While the performance impact is significant, this patch provides protection
against malicious devices tampering with DMA pool metadata. A subsequent
patch in this series introduces an optimization to mitigate the runtime
overhead.

Co-developed-by: Raphael Isemann <teemperor@...il.com>
Signed-off-by: Raphael Isemann <teemperor@...il.com>
Signed-off-by: Brian Johannesmeyer <bjohannesmeyer@...il.com>
---
 mm/dmapool.c | 62 +++++++++++++++++++++++++++++++++++++++++++---------
 1 file changed, 52 insertions(+), 10 deletions(-)

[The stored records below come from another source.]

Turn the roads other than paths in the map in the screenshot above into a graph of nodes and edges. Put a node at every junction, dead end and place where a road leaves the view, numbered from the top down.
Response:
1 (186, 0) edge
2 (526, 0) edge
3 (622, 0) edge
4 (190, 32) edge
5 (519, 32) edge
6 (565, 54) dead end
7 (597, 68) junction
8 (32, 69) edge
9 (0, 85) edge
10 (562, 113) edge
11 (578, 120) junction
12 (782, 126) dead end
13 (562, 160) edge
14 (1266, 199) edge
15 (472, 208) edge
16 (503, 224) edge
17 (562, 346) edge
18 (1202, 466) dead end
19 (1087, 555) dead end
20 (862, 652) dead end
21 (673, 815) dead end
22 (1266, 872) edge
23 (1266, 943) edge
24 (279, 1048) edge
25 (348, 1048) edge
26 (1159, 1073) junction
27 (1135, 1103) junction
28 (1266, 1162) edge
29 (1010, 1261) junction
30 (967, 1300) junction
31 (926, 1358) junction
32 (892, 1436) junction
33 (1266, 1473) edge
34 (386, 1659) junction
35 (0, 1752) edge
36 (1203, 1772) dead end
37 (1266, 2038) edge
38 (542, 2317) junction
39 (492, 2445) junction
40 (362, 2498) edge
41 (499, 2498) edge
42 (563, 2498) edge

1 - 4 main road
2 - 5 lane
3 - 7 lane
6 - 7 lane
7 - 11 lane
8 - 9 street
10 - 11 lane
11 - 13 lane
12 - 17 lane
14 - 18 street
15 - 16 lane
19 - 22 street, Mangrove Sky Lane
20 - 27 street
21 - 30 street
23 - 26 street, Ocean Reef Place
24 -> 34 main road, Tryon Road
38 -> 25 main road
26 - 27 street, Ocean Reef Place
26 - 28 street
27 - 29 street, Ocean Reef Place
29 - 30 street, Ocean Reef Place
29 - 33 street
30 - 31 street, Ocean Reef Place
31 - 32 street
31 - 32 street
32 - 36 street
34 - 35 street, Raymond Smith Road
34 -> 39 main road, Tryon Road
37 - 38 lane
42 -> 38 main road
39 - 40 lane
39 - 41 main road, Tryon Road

diff --git a/mm/dmapool.c b/mm/dmapool.c
index f0bfc6c490f4..3790ca4a631d 100644
--- a/mm/dmapool.c
+++ b/mm/dmapool.c
@@ -43,6 +43,7 @@
 struct dma_block {
 	struct dma_block *next_block;
 	dma_addr_t dma;
+	void *vaddr;
 };
 
 struct dma_pool {		/* the pool */
@@ -64,6 +65,8 @@ struct dma_page {		/* cacheable header for 'allocation' bytes */
 	struct list_head page_list;
 	void *vaddr;
 	dma_addr_t dma;
+	struct dma_block *blocks;
+	size_t blocks_per_page;
 };
 
 static DEFINE_MUTEX(pools_lock);
@@ -91,14 +94,35 @@ static ssize_t pools_show(struct device *dev, struct device_attribute *attr, cha
 
 static DEVICE_ATTR_RO(pools);
 
+static struct dma_block *pool_find_block(struct dma_pool *pool, void *vaddr)
+{
+	struct dma_page *page;
+	size_t offset, index;
+
+	list_for_each_entry(page, &pool->page_list, page_list) {
+		if (vaddr < page->vaddr)
+			continue;
+		offset = vaddr - page->vaddr;
+		if (offset >= pool->allocation)
+			continue;
+
+		index = offset / pool->size;
+		if (index >= page->blocks_per_page)
+			return NULL;
+
+		return &page->blocks[index];
+	}
+	return NULL;
+}
+
 #ifdef DMAPOOL_DEBUG
 static void pool_check_block(struct dma_pool *pool, struct dma_block *block,
 			     gfp_t mem_flags)
 {
-	u8 *data = (void *)block;
+	u8 *data = (void *)block->vaddr;
 	int i;
 
-	for (i = sizeof(struct dma_block); i < pool->size; i++) {
+	for (i = 0; i < pool->size; i++) {
 		if (data[i] == POOL_POISON_FREED)
 			continue;
 		dev_err(pool->dev, "%s %s, %p (corrupted)\n", __func__,
@@ -114,7 +138,7 @@ static void pool_check_block(struct dma_pool *pool, struct dma_block *block,
 	}
 
 	if (!want_init_on_alloc(mem_flags))
-		memset(block, POOL_POISON_ALLOCATED, pool->size);
+		memset(block->vaddr, POOL_POISON_ALLOCATED, pool->size);
 }
 
 static struct dma_page *pool_find_page(struct dma_pool *pool, dma_addr_t dma)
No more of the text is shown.